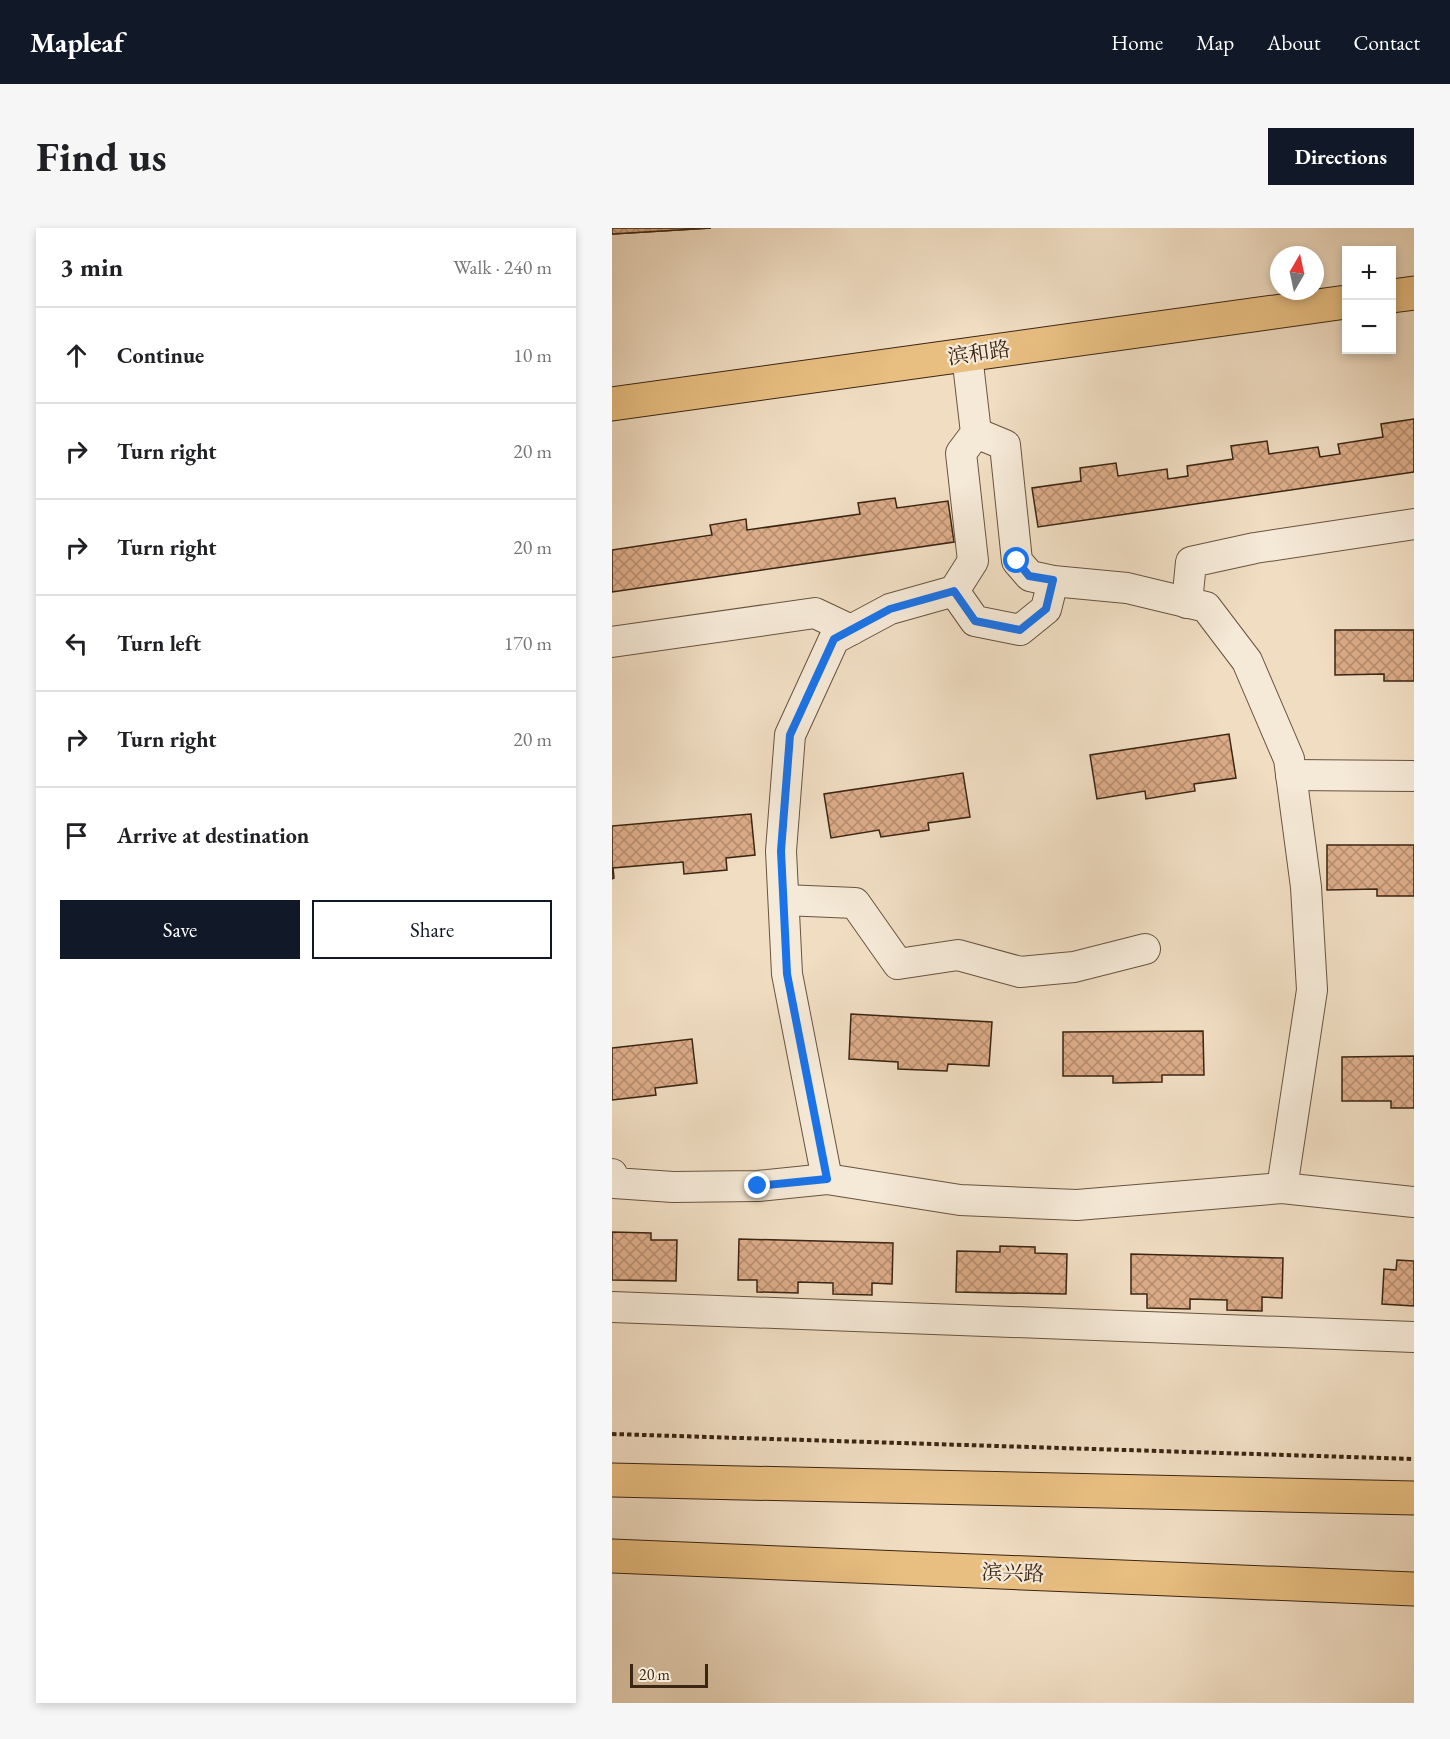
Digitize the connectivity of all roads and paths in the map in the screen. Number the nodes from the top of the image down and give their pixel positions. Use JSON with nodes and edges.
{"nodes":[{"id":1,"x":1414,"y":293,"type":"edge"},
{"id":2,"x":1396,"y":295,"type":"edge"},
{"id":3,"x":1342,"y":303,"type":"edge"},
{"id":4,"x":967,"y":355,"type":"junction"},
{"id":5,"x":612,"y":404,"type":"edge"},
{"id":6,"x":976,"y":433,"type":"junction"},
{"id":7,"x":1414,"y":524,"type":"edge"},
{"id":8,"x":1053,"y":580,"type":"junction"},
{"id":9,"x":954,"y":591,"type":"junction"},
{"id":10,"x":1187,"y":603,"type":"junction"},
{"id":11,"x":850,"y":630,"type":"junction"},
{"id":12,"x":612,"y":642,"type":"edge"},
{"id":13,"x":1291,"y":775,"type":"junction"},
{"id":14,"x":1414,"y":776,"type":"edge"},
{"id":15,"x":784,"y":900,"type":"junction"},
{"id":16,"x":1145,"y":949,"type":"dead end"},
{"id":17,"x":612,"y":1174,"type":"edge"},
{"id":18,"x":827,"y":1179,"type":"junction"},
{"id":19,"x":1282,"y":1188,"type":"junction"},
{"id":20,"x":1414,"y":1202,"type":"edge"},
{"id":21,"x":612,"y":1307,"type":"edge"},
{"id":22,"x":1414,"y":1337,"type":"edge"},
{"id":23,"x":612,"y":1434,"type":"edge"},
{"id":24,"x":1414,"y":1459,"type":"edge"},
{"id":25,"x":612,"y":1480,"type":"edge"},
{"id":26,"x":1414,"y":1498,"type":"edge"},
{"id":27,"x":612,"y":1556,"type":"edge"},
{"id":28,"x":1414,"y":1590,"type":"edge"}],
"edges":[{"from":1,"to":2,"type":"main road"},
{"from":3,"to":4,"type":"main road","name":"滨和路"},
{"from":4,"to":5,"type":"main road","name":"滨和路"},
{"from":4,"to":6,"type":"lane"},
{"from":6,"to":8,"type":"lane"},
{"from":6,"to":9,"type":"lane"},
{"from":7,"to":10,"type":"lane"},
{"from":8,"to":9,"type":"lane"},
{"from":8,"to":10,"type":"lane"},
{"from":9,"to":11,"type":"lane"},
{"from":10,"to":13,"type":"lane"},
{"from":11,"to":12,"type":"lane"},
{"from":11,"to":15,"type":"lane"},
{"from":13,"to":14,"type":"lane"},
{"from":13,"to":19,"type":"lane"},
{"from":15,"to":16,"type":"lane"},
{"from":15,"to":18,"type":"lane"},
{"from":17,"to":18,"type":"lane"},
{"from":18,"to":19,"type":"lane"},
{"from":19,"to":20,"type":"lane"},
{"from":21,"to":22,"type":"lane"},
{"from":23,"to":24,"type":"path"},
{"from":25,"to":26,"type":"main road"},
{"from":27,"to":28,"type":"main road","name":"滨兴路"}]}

__________

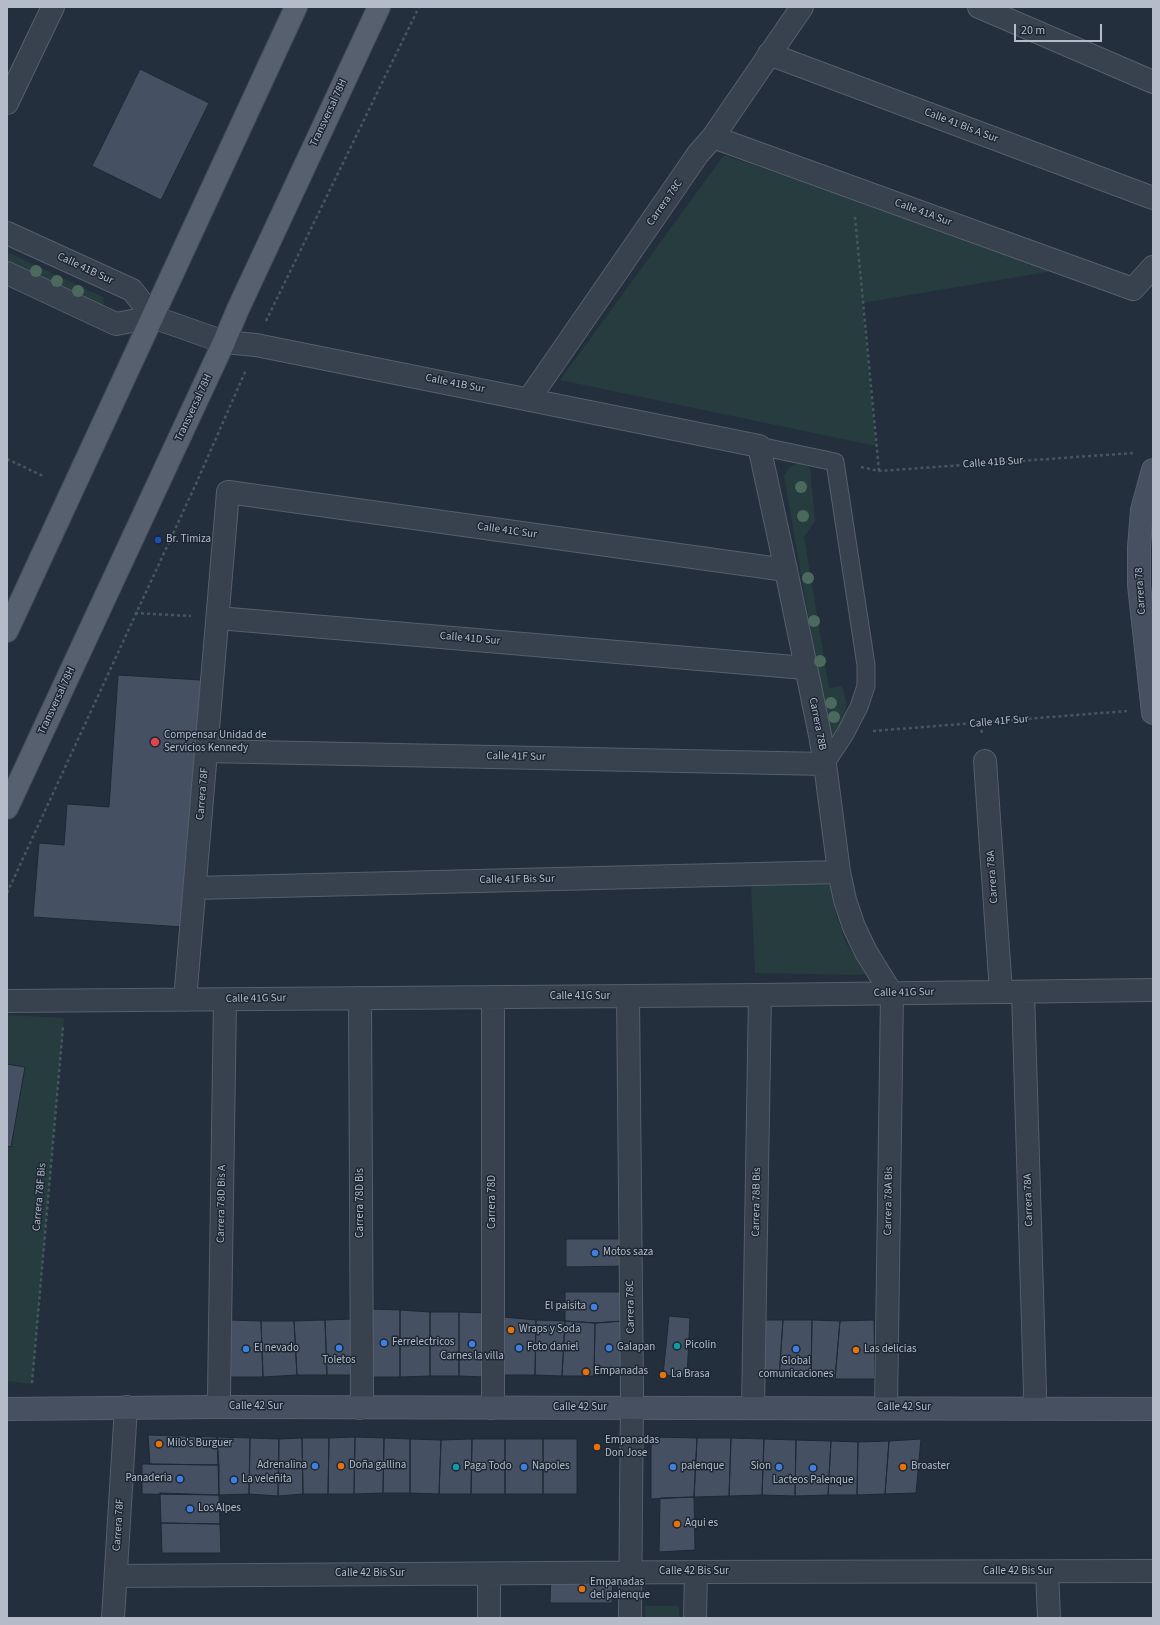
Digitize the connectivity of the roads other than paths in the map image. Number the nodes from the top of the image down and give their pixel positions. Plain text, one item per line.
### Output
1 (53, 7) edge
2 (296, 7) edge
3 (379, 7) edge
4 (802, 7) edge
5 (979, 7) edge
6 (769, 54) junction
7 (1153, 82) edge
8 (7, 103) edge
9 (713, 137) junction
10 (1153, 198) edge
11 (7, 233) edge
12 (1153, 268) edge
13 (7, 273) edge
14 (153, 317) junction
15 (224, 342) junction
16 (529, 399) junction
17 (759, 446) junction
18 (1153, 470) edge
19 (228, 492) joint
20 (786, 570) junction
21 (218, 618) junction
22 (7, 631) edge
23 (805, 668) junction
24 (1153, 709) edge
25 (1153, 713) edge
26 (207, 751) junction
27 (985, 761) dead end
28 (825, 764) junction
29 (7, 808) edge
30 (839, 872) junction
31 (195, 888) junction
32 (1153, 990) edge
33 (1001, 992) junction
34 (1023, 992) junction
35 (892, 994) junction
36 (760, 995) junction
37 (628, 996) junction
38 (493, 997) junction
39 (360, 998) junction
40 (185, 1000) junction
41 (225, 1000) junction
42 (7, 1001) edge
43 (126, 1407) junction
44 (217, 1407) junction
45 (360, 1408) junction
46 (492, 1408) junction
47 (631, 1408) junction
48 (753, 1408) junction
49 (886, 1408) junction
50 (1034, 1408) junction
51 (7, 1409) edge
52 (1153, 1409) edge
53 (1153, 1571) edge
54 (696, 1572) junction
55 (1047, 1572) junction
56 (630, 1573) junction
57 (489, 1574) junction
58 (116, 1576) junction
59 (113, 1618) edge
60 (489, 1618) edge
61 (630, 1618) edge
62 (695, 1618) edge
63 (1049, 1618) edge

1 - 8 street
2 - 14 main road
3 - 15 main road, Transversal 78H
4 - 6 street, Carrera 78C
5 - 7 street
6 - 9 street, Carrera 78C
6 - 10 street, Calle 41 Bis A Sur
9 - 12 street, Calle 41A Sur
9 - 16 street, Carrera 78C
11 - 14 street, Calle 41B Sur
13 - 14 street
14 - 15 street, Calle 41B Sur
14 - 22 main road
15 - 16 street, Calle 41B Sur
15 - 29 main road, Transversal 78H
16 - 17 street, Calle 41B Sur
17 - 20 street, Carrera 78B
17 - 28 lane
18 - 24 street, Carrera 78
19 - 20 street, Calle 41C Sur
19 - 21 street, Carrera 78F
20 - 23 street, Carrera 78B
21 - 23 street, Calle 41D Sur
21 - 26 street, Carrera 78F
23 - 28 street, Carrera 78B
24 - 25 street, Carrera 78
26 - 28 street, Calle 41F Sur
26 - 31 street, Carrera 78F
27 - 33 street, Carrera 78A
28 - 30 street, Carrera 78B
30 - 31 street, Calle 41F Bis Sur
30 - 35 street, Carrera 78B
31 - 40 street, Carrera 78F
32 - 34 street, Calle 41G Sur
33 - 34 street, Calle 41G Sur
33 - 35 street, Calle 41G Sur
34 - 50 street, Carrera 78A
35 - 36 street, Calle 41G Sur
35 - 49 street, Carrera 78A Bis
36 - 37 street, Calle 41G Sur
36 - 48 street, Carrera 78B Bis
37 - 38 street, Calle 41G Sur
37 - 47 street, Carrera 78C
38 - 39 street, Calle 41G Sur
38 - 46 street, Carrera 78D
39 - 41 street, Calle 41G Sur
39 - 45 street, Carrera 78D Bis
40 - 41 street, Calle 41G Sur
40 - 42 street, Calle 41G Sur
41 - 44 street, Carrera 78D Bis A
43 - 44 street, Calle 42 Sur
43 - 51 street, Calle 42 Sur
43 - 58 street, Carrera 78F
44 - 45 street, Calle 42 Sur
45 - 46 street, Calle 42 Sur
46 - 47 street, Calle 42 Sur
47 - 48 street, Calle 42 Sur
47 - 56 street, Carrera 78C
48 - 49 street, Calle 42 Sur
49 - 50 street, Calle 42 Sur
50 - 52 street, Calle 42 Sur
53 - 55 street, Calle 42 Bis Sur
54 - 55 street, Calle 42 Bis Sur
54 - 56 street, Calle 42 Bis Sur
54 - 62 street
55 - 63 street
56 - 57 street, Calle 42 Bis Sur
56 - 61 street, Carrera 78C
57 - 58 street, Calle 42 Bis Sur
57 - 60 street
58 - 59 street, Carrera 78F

__________

Instructions for the task. Only the count should be given: the number of lines in the entries above containing the word "Digitize".

Exercise solution. 2